While there is a huge, growing trend toward being able to work remotely, it comes as no surprise that the majority of businesses today still operate out of some form of commercial space, whether that be a factory, office, or retail storefront (or some combination of these). If you are in the market to launch a new business, or even if you are just thinking of expanding or altering your existing business, one of the first steps you will need to take is in deciding how to finance your commercial real estate.
Most often, this choice comes in the form of either renting or purchasing commercial space. When you purchase commercial real estate, you can either buy it outright or finance it with a loan from a bank or other financial institution. When you lease, you simply rent the term for an agreed-upon amount of time; once this time is up, you must renegotiate the lease if you’d like to stay in the property — at the risk of paying more for the same space.
Not surprisingly, there are pros and cons to both buying and leasing commercial real estate. Several factors should go into choosing the right acquisition strategy for you and your business, including business equity, tax implications, cash outflows, property value and more. To help you make a more informed decision, let’s dive deeper into some of the pros and cons of buying and leasing commercial real estate.
Buying commercial real estate: the pros
- Buying builds equity. If you purchase your property outright, you own 100% of it right away. However, the majority of commercial purchases are financed. Even in this case, your down payment and all of your monthly payments are continuing to build equity in the property — helping to add to the overall value of your business.
- When you own your commercial property, you have complete control over it (for the most part, excluding zoning restrictions). This means that you don’t have to negotiate with a landlord if you want to update or reconfigure the space. You also have greater control over your finances, paying a fixed monthly mortgage that doesn’t fluctuate (unlike rent payments, which can fluctuate every time a lease is renegotiated).

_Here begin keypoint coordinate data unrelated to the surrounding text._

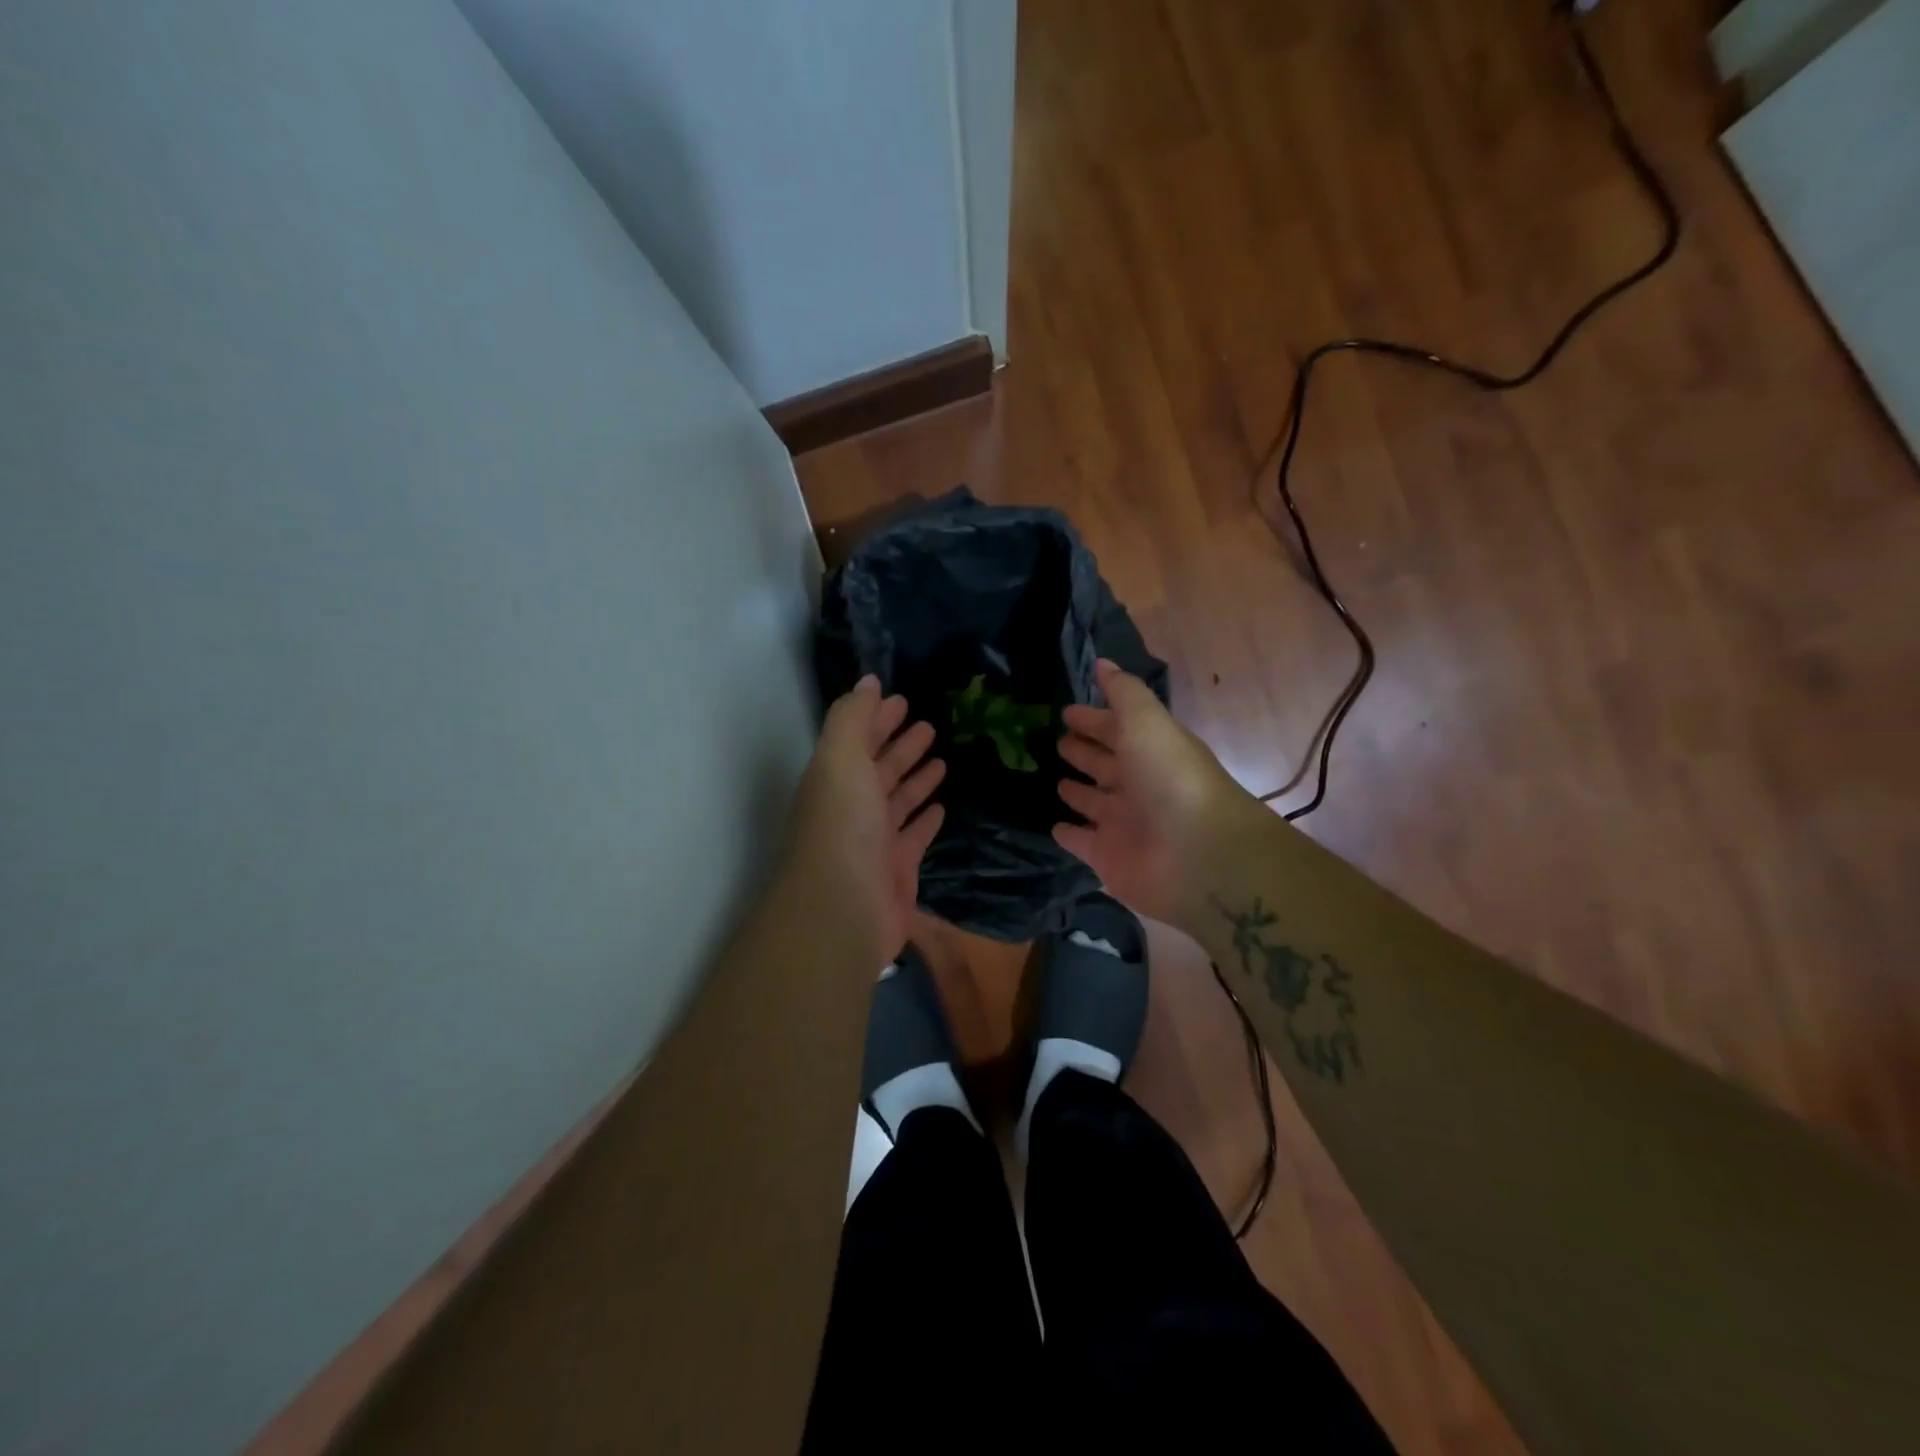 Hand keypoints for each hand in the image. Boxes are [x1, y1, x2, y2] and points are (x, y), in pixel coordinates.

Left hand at [787, 676, 945, 964]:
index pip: (859, 740)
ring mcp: (875, 839)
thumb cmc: (842, 824)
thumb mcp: (840, 758)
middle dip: (900, 745)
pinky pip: (915, 835)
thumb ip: (852, 717)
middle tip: (928, 724)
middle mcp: (853, 806)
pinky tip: (941, 805)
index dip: (877, 718)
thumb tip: (868, 681)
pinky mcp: (898, 867)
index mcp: (835, 778)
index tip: (902, 700)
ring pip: (899, 799)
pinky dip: (926, 818)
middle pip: (880, 768)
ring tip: (941, 758)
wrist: (843, 907)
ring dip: (916, 777)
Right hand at [1053, 659, 1257, 923]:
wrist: (1197, 855)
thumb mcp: (1147, 722)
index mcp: (1149, 750)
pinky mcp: (1108, 857)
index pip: (1117, 729)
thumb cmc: (1170, 778)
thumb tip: (1102, 663)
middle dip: (1084, 751)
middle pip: (1105, 764)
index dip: (1094, 719)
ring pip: (1094, 802)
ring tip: (1054, 781)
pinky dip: (1070, 834)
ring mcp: (1123, 823)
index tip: (1066, 711)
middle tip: (1057, 741)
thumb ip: (1124, 693)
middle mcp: (1138, 785)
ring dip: (1077, 791)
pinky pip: (1082, 841)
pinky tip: (1055, 826)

Buying commercial real estate: the cons
- Upfront spending costs. Typically, in a commercial space, you can expect to pay anywhere from 10% to 40% as a down payment — in addition to closing costs and other fees of due diligence. To put this in perspective, for a $2 million commercial property, you can expect to have to come out of pocket $200,000 to $800,000 — just for the down payment.
- Risk of capital loss. Unfortunately, depending on the market conditions, you are always taking a risk in buying that your property’s value will decrease or decline. If this is the case, you may end up taking a capital loss if or when you decide to sell your commercial real estate.
Leasing commercial real estate: the pros
- The ability to focus more on your business. Owning and managing a commercial property can be hard. There are a number of things you have to consider — maintenance costs, insurance requirements, and more. Leasing commercial space gives you the freedom to focus on what you do best — managing your business.
- Added flexibility. It’s a simple fact that qualifying for a commercial lease is often easier than qualifying for a commercial mortgage — meaning that you will immediately have more options when choosing your space. You also have the freedom to move at the end of your lease, if you want — without the added stress and headache of having to sell your property first.
Leasing commercial real estate: the cons
- Rent is costly. It’s no secret — your monthly rental payments will usually cost more than the mortgage payments on the same property. In a typical commercial lease, the tenant is responsible for additional expenses, including monthly insurance costs, property taxes, maintenance costs, monthly utilities, and more. As a result, it can often be more expensive to rent a space than to purchase it.
Less control over the space. If you don’t own your commercial space, your options are limited when it comes to the control that you have. Your lease may have certain restrictions or clauses built in that hamper your control over the space, you have very limited control over potential rent hikes once your lease is up, and even if you go out of business or close up shop, you may still have to pay off the remainder of your lease — or face stiff penalties.